A Better Way to Fix Health Care – Snapshot (3 pages):
A Better Way: Health Care – Policy Paper (37 pages):
As their vision states, the House Republicans have organized their previous concepts on health care reform into a single policy paper. It is heavy on rhetoric that is deceptive and bordering on dishonesty in that their proposals are cloaked in language suggesting that these are beneficial policies when many of them are actually detrimental.
The report includes a rehash of familiar proposals: health savings accounts, selling insurance across state lines, association health plans, medical liability, Medicaid block grants, and converting Medicare to a premium support program. There is really not much new here.

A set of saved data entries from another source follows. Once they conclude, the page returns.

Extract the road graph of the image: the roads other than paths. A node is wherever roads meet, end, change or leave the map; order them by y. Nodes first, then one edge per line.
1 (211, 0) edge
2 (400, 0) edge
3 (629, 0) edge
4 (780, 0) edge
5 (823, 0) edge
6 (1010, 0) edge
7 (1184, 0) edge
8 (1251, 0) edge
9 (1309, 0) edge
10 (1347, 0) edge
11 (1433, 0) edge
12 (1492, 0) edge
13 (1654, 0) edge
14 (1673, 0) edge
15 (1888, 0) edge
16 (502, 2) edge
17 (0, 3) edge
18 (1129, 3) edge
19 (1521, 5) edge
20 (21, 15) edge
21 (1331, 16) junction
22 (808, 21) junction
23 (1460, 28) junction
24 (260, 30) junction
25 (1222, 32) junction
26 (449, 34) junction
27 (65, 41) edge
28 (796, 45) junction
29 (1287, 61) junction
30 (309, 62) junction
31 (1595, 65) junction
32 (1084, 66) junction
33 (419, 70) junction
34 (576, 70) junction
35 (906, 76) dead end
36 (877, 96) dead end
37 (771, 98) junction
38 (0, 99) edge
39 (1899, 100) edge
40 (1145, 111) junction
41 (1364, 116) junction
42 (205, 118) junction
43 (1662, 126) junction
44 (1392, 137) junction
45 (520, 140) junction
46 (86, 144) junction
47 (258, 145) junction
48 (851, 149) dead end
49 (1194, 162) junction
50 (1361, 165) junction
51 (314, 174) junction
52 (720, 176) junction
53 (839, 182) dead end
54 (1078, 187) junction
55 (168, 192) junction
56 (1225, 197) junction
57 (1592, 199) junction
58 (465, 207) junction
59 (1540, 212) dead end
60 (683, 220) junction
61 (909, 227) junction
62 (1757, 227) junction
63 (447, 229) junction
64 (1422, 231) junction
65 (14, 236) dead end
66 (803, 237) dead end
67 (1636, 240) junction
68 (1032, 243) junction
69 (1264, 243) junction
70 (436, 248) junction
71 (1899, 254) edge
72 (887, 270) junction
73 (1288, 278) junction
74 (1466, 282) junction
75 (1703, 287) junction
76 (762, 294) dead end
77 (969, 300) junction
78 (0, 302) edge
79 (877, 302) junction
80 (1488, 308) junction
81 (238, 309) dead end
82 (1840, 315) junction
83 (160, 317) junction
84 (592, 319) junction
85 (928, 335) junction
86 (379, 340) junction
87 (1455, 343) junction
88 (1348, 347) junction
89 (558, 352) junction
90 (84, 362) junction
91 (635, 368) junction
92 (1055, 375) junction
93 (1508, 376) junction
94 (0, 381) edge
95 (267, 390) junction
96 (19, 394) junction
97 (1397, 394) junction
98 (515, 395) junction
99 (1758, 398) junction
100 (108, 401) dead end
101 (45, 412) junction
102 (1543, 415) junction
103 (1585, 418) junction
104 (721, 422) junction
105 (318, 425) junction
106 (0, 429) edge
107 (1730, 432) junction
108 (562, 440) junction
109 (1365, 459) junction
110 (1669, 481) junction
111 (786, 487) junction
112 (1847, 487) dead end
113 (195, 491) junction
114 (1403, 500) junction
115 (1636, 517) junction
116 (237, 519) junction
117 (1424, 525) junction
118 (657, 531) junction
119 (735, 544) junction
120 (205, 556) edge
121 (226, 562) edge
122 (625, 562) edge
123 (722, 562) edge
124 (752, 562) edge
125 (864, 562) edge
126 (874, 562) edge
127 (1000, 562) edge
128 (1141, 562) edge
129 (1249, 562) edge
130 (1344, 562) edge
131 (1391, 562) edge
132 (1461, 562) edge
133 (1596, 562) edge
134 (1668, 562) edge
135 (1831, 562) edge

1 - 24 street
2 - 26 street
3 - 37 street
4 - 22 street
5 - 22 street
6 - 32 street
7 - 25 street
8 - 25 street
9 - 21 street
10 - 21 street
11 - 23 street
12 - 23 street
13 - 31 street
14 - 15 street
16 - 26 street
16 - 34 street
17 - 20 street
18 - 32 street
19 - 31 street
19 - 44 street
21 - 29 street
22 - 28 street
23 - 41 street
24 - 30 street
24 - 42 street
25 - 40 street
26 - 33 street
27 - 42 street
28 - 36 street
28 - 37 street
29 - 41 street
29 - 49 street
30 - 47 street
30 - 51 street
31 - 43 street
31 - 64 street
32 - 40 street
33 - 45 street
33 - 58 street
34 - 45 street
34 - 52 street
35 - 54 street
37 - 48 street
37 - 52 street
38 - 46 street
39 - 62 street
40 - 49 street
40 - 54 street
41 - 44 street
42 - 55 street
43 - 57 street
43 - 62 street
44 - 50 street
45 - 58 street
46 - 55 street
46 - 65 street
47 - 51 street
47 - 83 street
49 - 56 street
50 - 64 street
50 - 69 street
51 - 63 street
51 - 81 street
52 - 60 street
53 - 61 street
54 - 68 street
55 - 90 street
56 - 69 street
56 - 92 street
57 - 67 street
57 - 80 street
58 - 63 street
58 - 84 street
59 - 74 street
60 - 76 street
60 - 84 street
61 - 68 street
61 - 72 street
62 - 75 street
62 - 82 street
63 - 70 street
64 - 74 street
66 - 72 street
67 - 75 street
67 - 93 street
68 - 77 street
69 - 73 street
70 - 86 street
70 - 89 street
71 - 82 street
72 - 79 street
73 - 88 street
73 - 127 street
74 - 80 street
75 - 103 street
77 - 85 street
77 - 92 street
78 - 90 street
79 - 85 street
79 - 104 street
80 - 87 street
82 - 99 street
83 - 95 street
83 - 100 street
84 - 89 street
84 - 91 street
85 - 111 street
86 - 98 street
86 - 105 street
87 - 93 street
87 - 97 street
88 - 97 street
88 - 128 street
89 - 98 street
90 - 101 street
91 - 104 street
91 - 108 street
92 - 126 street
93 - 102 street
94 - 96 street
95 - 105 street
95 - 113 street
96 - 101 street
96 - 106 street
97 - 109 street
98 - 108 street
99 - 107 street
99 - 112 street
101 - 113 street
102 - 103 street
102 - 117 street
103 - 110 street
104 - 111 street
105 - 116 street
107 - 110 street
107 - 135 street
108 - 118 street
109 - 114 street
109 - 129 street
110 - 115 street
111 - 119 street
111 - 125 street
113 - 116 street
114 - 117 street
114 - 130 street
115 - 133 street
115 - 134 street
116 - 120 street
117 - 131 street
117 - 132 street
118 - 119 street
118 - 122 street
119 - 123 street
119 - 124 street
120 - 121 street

But what is missing are the details that would allow for an objective analysis of the impact were these polices converted into legislation. However, it is easy to translate their rhetoric into what they are really proposing: they would reduce the role of the federal government in financing health care, shifting responsibilities to the states and especially to the the markets, while sharply increasing the financial burden on patients. Since more of the responsibility for paying for health care would shift to the individual, it is likely that the greatest impact would be to significantly impair access to health care due to financial barriers, especially the lack of cash on hand.

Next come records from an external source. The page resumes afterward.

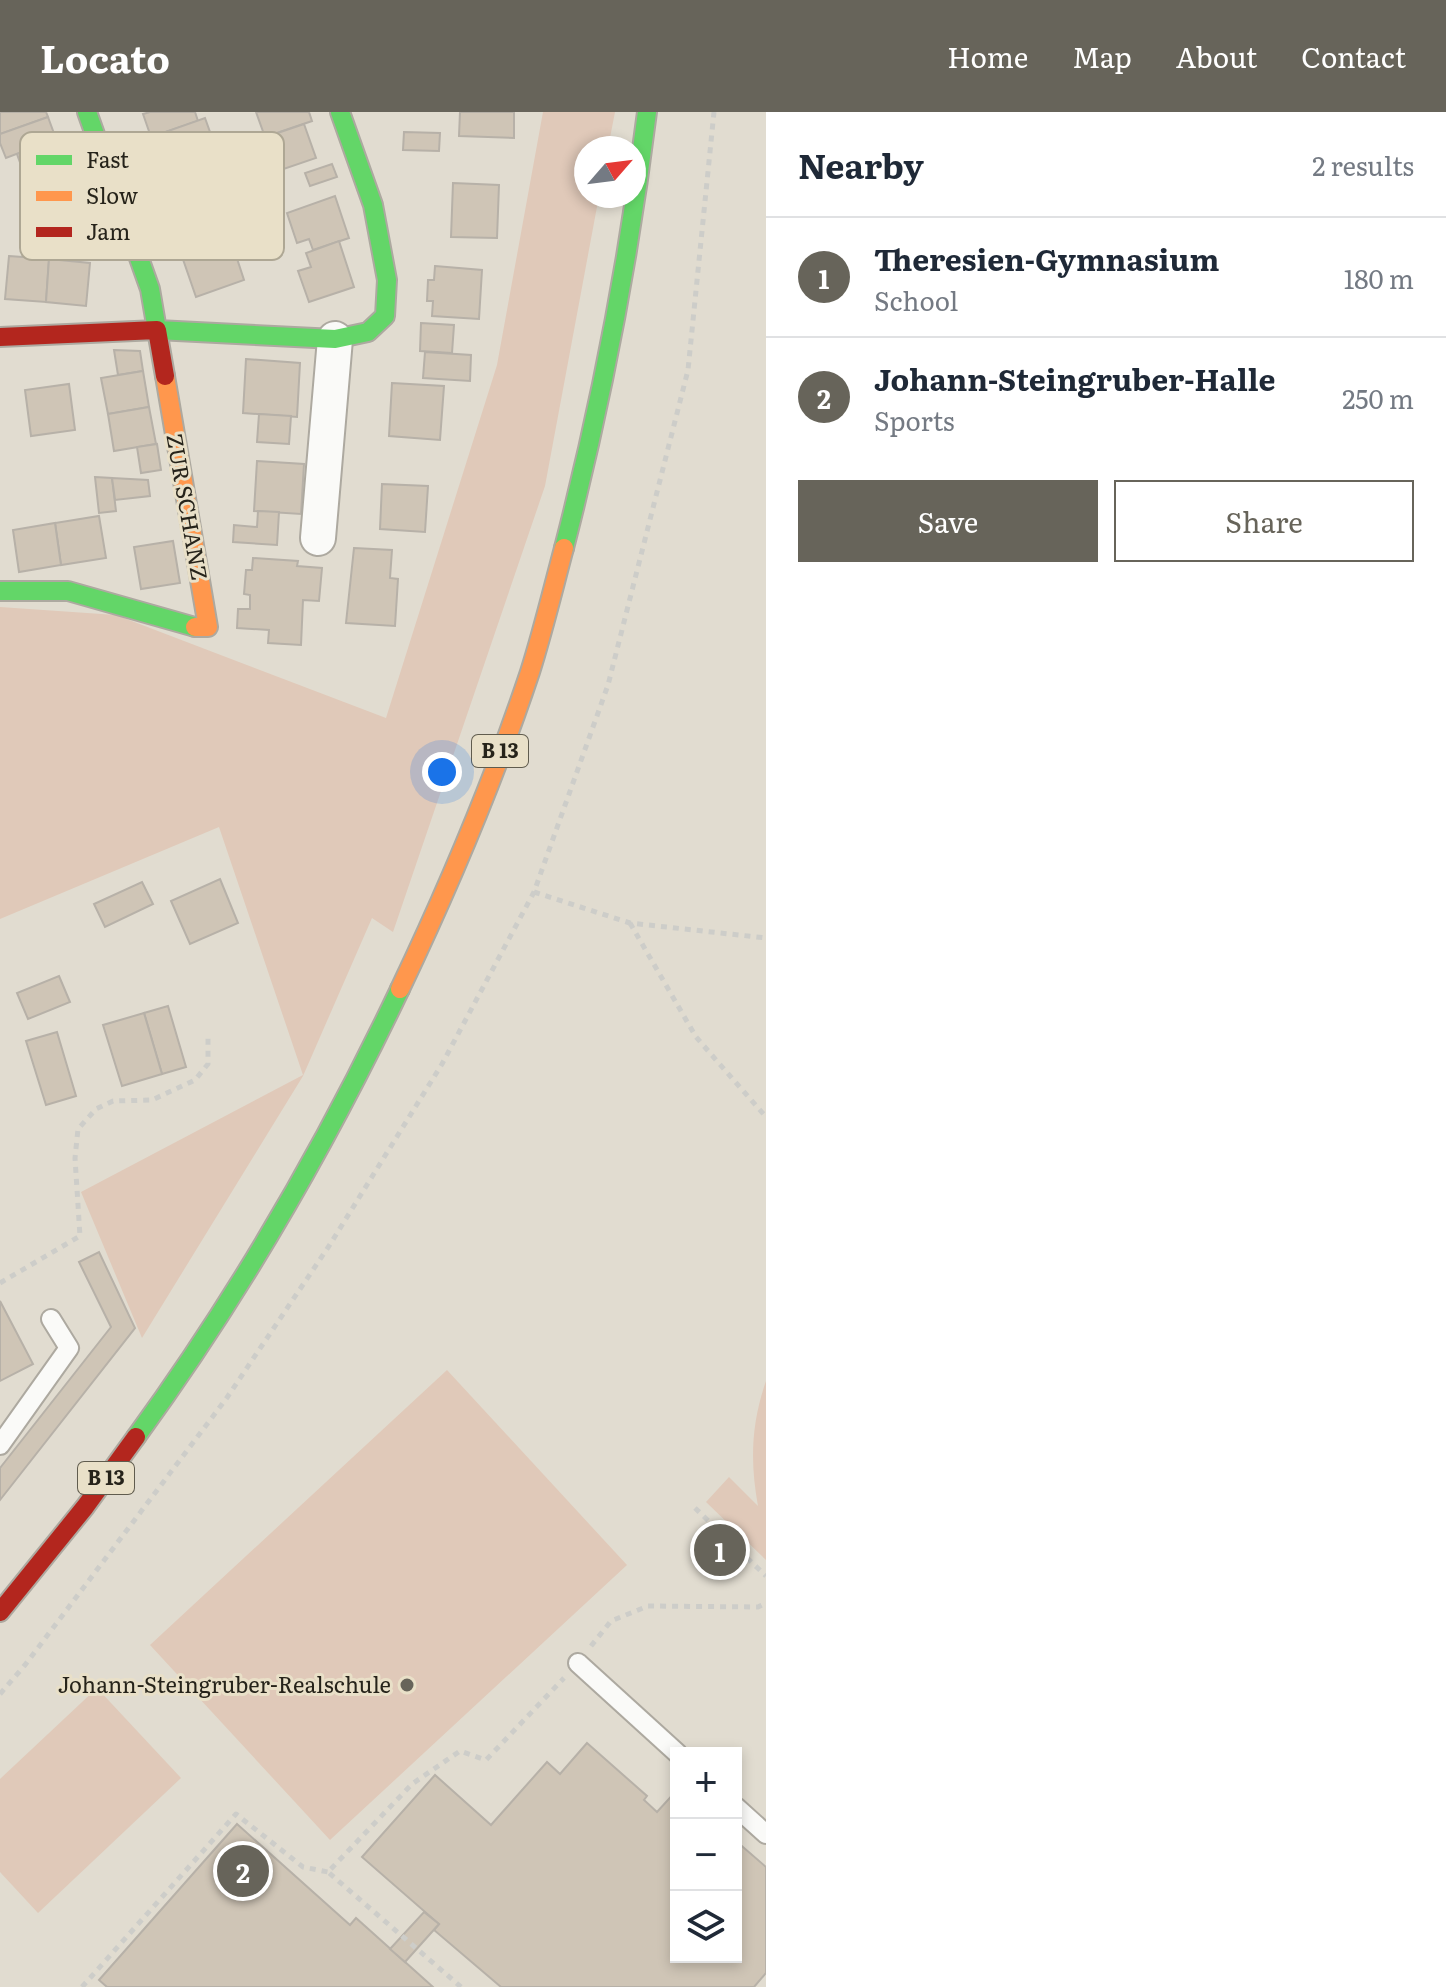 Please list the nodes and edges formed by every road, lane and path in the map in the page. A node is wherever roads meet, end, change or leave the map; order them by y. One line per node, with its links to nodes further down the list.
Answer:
1 (87, 112): 5 (main road)
2 (340, 112): 9 (main road)
3 (647, 112): 23 (main road, B 13)
4 (714, 112): 12 (path)
5 (94, 132)
6 (140, 260): 7 (main road)
7 (157, 330): 8 (main road); 9 (main road); 11 (main road, ZUR SCHANZ)
8 (0, 337)
9 (335, 339): 10 (street)
10 (318, 538)
11 (0, 591)
12 (534, 892): 13 (path); 25 (path)
13 (630, 923): 14 (path); 16 (path)
14 (766, 938)
15 (208, 1034): 17 (path)
16 (766, 1117)
17 (0, 1283)
18 (51, 1319): 19 (lane)
19 (0, 1445)
20 (695, 1508): 21 (path)
21 (766, 1576)
22 (766, 1603): 24 (path)
23 (0, 1612)
24 (578, 1663): 26 (lane); 29 (path)
25 (0, 1694)
26 (670, 1747)
27 (742, 1812): 28 (lane)
28 (766, 1834)
29 (328, 1872): 30 (path); 31 (path)
30 (82, 1987)
31 (461, 1987)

Just one example of their rhetoric:
“Currently under Medicare, for example, beneficiaries and physicians (and other providers) are not allowed to agree to a different treatment regimen for a Medicare covered service. Our plan would develop a personalized care demonstration program that would give beneficiaries and health care professionals the ability to voluntarily enter into an arrangement for items and services outside of the Medicare system. While participating in this voluntary demonstration project, Medicare beneficiaries would still retain their Medicare benefits. With the proper oversight, this is a common-sense approach to giving our seniors the opportunity to make medical financing decisions with their physicians without direct interference from Washington. These freedoms can also help to ensure that Medicare beneficiaries maintain the access to health care professionals they deserve by increasing flexibility and thus the number of physicians who participate in Medicare.”
Sounds great – freedom to purchase the care you want instead of that dictated by the federal government. No, that isn’t the point. The policy they advocate for here is to allow physicians to charge Medicare patients full fees for authorized services. That currently is not allowed unless a physician totally opts out of the Medicare program – not a practical consideration for most physicians. Why do they have this rule? Without it a two-tiered Medicare program would be created – a concierge tier for the wealthy, and an underfunded welfare program for the rest of us.
But how about a little perspective here? The Republicans propose repealing the Affordable Care Act and then replacing it with slight variants of many of the policies contained in the act. They leave in place most of the health care financing infrastructure: Medicare, Medicaid, employer-sponsored plans, individual plans with public and private exchanges, and private payment. They merely tweak the existing system. The tweaks cause private insurance to become even less effective in providing financial security; the profound administrative waste is perpetuated, and oversight of the outrageous pricing in health care is reduced.
We’ve already had enough of this. It’s time – past time – to demand reform that works, that would make health care affordable for everyone who needs it. It’s time for a single payer national health program – an improved Medicare for all.